WHAT IS BEING ASKED: From the records that follow, copy every line in which "width" appears.

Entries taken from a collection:
◆ ◆ ◆ ◆

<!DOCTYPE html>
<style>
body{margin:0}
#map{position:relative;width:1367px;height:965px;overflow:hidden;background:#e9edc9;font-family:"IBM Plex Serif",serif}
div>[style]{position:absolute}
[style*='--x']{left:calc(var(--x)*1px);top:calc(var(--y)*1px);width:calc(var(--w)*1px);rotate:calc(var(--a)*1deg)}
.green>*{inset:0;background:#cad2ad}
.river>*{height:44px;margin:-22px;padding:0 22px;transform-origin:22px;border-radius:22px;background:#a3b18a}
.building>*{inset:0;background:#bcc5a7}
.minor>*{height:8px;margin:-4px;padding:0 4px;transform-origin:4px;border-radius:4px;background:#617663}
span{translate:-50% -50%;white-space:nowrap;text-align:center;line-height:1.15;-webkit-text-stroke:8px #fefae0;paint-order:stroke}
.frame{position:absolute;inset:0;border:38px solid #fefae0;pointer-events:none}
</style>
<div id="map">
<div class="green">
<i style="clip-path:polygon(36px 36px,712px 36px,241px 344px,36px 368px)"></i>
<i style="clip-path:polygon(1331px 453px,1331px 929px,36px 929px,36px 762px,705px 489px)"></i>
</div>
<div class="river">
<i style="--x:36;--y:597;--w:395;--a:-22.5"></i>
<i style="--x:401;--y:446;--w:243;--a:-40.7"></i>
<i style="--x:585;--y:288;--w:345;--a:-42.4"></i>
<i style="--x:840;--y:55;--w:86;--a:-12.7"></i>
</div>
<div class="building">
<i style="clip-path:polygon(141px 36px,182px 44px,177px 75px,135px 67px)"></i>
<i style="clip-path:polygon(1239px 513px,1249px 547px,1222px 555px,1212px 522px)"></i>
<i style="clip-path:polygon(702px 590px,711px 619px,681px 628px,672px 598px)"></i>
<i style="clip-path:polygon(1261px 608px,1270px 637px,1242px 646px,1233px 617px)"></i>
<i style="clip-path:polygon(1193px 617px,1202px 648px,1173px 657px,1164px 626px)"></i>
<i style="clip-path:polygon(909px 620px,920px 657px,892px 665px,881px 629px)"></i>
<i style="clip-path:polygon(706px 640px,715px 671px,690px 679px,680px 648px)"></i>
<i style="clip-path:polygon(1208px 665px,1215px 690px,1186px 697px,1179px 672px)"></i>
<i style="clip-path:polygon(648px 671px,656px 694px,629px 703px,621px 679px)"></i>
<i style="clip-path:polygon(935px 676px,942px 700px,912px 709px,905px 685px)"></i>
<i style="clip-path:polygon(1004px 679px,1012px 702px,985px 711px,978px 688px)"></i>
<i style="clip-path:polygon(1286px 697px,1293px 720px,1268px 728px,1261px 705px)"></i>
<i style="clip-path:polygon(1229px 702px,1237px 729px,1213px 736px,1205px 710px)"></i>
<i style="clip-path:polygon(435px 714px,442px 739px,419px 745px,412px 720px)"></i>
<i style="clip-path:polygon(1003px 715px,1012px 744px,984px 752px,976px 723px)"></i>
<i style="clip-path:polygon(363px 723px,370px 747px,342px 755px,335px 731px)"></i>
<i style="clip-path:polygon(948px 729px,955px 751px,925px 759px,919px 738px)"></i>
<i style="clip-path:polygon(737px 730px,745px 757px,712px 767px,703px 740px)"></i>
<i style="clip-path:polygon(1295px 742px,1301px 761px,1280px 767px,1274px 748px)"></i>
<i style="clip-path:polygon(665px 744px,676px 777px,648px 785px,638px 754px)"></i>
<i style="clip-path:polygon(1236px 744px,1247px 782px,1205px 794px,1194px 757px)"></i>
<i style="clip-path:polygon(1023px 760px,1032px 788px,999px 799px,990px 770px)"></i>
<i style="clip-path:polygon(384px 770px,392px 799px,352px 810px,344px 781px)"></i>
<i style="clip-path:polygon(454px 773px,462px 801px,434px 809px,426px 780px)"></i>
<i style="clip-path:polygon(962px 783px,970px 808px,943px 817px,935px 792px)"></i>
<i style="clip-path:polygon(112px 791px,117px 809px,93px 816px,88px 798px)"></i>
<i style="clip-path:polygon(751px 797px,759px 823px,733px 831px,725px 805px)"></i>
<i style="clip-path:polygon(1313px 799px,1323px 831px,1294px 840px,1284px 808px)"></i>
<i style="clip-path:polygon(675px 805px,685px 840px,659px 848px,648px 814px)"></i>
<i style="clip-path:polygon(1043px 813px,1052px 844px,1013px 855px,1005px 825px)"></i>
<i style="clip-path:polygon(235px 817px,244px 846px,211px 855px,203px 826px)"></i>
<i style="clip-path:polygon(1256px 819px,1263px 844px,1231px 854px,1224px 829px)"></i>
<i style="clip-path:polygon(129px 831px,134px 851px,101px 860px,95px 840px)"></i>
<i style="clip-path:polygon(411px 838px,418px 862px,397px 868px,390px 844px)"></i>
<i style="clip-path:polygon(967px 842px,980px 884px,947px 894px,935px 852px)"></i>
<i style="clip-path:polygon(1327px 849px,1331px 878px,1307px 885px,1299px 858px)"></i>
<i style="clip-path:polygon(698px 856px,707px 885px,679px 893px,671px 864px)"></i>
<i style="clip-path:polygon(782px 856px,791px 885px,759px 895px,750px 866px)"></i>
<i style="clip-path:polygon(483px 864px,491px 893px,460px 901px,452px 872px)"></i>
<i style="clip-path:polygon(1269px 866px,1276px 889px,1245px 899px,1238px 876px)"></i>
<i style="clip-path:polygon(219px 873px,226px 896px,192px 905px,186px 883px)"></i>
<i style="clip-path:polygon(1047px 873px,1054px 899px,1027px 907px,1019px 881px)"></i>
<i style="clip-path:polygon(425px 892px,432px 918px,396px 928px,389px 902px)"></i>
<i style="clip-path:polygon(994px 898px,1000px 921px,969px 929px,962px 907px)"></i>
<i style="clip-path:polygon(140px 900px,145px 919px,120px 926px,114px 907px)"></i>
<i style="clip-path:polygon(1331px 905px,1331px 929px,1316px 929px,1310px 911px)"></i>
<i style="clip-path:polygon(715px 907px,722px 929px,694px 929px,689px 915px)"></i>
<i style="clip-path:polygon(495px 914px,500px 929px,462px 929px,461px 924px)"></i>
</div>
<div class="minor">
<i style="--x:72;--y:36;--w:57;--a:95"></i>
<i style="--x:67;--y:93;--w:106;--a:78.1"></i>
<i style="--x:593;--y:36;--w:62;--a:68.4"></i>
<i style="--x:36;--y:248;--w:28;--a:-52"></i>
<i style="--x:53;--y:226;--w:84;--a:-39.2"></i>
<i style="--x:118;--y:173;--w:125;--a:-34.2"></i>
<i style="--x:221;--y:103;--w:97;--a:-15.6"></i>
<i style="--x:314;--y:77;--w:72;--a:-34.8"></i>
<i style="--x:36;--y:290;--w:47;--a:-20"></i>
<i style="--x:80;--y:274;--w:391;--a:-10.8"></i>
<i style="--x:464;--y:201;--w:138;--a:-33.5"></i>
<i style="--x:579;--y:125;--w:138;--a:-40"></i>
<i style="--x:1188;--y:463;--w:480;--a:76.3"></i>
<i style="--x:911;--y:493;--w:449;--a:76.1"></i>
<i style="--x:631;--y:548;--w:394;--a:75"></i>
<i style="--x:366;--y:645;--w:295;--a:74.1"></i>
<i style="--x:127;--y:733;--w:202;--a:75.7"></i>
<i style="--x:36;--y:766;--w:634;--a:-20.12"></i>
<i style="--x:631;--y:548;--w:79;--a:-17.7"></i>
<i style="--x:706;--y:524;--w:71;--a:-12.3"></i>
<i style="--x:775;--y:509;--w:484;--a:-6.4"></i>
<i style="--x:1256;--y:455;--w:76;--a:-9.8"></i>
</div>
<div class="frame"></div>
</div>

◆ ◆ ◆ ◆

SOLUTION TO THIS TASK:
#map{position:relative;width:1367px;height:965px;overflow:hidden;background:#e9edc9;font-family:"IBM Plex Serif",serif}
[style*='--x']{left:calc(var(--x)*1px);top:calc(var(--y)*1px);width:calc(var(--w)*1px);rotate:calc(var(--a)*1deg)}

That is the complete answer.